Edward
Hallett Carr was born in 1892. He studied Classics at Cambridge
University and during the First World War
was recruited by the British Foreign Office.
In
1939 Carr published The Twenty Year Crisis.
In this book he argued that Neville
Chamberlain was
right to adopt a policy of appeasement.
Soon after the book was published the German
Army invaded Poland. Despite his perceived
pro-Nazi views, Carr was recruited by The
Times.
During
the Second World War Carr gradually changed
his views and by 1944 took a strong pro-Soviet position. After the
war he left the newspaper and joined the staff at Trinity
College, Cambridge. He also began
writing the 14 volume A History of the Soviet
Union. His most popular work, What
is History?, appeared in 1961.
Edward
Hallett Carr died of cancer on 5th November, 1982.

(1)
E. H. Carr, The Twenty Years' Crisis (1939)

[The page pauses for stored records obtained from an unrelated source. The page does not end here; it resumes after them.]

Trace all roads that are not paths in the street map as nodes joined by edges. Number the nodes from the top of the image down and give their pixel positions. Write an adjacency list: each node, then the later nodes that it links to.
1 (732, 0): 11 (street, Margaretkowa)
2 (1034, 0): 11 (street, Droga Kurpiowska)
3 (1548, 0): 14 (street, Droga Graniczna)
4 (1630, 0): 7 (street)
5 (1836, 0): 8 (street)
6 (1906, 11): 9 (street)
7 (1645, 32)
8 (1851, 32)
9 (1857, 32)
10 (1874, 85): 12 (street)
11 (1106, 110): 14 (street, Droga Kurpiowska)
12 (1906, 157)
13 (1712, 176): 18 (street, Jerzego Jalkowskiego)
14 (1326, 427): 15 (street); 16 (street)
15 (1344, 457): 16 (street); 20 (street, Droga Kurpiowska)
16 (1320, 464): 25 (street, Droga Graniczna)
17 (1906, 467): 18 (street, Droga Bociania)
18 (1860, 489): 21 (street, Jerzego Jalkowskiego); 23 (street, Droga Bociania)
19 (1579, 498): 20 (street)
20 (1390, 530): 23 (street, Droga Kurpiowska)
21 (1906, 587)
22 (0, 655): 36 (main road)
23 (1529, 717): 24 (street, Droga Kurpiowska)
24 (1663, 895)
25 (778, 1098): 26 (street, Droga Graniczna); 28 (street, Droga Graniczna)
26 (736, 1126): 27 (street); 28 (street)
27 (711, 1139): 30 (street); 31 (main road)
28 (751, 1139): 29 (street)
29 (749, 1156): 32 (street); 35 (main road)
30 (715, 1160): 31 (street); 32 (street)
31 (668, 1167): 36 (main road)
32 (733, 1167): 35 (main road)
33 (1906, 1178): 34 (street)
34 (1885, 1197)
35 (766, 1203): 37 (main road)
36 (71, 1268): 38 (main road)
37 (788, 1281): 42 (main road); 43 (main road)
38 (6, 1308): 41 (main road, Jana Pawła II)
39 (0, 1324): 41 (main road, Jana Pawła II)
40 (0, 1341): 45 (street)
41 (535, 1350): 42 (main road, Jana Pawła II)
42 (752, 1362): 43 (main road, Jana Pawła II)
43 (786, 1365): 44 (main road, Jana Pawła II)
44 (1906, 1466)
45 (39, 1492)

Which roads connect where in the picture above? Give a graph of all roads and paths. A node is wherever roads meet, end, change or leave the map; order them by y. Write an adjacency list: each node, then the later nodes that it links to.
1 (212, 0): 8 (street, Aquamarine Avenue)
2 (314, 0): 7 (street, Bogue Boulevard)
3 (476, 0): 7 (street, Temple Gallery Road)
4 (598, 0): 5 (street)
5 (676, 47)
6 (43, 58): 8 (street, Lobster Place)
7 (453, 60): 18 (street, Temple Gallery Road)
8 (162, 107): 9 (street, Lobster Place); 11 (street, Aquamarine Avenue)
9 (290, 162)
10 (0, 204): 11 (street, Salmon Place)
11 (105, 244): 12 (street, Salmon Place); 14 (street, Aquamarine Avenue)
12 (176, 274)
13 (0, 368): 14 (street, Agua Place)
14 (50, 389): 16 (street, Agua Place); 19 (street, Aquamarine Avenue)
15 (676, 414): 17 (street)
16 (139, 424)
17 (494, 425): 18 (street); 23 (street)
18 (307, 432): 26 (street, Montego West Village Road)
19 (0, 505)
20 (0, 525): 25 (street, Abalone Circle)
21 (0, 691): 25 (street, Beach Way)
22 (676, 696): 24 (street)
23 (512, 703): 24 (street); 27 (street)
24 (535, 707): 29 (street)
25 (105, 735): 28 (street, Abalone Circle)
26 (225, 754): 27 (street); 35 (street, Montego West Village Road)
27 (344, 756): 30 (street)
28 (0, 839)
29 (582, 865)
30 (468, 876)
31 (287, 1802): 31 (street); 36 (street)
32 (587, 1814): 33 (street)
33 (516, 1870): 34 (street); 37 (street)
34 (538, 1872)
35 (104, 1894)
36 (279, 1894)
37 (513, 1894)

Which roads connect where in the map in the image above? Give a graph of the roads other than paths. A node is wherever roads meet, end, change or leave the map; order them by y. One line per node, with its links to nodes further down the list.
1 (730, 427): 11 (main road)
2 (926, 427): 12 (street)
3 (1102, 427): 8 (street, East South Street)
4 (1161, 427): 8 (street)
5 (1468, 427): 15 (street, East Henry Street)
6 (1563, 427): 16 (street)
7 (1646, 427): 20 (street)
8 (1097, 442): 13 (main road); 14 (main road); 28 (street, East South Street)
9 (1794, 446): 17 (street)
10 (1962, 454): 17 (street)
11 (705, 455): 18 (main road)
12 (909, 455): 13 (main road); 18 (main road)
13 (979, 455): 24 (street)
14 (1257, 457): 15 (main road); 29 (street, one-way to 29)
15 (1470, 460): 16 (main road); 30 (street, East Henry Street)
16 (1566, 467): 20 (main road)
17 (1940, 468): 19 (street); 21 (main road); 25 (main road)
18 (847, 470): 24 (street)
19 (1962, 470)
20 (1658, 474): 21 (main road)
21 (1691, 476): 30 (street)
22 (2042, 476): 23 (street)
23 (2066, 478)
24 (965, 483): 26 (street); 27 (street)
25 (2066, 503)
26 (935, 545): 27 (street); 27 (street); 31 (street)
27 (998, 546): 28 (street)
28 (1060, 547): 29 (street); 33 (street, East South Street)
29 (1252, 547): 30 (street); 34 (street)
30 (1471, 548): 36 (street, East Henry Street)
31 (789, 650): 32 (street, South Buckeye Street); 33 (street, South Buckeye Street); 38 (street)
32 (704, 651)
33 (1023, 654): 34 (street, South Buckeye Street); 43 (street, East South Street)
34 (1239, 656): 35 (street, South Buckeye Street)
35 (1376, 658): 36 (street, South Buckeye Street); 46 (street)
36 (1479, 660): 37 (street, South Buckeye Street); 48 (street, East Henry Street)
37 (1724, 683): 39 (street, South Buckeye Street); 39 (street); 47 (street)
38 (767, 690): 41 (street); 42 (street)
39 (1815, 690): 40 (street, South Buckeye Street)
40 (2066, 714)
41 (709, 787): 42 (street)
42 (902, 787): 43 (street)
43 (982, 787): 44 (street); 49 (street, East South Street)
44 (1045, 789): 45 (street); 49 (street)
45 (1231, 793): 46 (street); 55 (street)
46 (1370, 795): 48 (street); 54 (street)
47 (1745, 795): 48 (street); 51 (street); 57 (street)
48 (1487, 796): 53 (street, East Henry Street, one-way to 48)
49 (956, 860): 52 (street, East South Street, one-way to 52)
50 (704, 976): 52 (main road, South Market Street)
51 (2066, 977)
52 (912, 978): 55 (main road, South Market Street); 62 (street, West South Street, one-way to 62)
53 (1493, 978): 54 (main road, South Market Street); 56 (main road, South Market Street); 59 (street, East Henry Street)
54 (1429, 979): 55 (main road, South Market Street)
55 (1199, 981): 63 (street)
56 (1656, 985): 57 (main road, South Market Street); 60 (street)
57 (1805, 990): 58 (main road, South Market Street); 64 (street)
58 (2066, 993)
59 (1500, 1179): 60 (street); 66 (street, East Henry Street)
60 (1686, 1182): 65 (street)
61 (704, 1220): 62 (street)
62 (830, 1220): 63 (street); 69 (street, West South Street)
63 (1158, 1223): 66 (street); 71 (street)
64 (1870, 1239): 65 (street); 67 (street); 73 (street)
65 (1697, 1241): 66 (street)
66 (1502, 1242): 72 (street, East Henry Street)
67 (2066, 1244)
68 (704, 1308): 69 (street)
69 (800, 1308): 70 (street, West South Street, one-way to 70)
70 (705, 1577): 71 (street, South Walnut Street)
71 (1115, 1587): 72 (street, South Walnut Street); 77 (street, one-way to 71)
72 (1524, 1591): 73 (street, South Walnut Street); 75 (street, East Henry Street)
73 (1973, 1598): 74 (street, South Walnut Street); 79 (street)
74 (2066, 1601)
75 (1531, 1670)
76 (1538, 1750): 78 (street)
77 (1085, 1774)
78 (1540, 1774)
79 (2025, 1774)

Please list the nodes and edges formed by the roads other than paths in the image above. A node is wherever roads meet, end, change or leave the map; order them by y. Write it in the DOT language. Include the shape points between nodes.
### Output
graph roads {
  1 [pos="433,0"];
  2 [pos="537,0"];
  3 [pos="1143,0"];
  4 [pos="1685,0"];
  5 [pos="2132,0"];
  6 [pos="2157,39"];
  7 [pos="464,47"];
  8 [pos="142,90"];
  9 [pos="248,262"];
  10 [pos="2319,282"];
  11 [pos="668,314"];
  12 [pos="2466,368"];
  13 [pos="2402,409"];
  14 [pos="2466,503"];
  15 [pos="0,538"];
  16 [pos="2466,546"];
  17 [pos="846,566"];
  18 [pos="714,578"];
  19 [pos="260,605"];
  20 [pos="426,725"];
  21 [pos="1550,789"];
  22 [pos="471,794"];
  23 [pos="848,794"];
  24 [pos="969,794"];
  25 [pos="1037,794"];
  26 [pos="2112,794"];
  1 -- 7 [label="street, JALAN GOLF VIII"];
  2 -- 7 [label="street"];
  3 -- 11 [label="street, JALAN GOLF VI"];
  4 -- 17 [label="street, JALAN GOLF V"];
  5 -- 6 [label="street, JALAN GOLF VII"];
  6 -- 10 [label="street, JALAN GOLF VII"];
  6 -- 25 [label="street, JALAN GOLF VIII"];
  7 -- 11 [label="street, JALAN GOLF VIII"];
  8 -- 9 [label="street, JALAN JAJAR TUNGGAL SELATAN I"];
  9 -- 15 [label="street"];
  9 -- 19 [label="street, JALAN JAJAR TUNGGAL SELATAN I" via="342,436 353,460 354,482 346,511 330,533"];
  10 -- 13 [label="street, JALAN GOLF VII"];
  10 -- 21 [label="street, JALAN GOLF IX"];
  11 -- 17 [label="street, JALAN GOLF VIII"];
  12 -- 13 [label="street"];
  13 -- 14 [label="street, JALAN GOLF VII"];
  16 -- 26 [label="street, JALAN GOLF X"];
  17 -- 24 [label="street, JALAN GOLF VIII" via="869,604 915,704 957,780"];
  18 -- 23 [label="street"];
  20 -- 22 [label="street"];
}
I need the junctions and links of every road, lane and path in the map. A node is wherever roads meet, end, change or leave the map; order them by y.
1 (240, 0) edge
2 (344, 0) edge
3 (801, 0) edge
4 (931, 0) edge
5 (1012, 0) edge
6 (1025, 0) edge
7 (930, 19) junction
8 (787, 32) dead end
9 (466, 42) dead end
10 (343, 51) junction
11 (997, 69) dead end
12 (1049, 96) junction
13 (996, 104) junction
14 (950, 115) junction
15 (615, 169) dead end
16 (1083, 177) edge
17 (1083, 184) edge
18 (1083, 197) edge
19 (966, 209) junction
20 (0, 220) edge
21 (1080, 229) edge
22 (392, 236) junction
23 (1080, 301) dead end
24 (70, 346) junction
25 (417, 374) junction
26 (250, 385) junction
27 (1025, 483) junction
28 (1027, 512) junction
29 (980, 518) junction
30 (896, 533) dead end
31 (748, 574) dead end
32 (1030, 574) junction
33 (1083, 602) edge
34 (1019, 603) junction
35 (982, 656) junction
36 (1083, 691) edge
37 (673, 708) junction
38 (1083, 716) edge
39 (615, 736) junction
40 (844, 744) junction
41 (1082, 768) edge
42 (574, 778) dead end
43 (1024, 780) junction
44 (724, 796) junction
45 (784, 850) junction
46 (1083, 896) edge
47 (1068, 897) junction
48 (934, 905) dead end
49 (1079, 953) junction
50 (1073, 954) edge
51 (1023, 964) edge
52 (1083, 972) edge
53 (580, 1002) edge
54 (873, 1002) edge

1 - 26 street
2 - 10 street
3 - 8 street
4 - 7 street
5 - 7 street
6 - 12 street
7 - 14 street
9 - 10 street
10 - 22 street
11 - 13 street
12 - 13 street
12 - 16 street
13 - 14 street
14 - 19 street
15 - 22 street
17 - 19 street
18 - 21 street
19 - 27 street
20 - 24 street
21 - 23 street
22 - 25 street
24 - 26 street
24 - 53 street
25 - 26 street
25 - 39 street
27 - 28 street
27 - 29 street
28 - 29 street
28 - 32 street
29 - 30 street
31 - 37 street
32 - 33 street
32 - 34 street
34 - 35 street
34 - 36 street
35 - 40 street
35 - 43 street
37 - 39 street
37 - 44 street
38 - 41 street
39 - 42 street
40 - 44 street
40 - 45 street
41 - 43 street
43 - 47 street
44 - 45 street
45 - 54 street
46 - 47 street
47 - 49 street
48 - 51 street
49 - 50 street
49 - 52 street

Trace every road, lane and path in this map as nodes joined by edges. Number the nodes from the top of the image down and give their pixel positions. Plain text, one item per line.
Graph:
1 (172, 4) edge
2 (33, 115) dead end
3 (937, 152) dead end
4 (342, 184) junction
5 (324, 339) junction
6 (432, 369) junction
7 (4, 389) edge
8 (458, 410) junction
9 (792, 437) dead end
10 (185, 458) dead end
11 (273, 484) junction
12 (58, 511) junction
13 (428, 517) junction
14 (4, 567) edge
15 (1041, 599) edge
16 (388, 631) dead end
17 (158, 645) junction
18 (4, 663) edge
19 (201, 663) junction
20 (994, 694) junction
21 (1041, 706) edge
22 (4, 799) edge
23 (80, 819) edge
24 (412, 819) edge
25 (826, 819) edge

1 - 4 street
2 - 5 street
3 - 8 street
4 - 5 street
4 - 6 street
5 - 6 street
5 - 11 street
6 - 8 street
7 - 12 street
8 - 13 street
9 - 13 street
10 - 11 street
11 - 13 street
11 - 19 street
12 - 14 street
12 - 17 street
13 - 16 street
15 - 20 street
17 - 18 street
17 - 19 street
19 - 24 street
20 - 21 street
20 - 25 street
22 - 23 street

Having demolished the current utopia with the weapons of realism,
we still need to build a new utopia of our own, which will one day
fall to the same weapons. The human will will continue to seek escape
from the logical consequences of realism in the vision of an international
order which, as soon as it crystallizes itself into concrete political
form, becomes tainted with self-interest and hypocrisy, and once more
be attacked with the instruments of realism.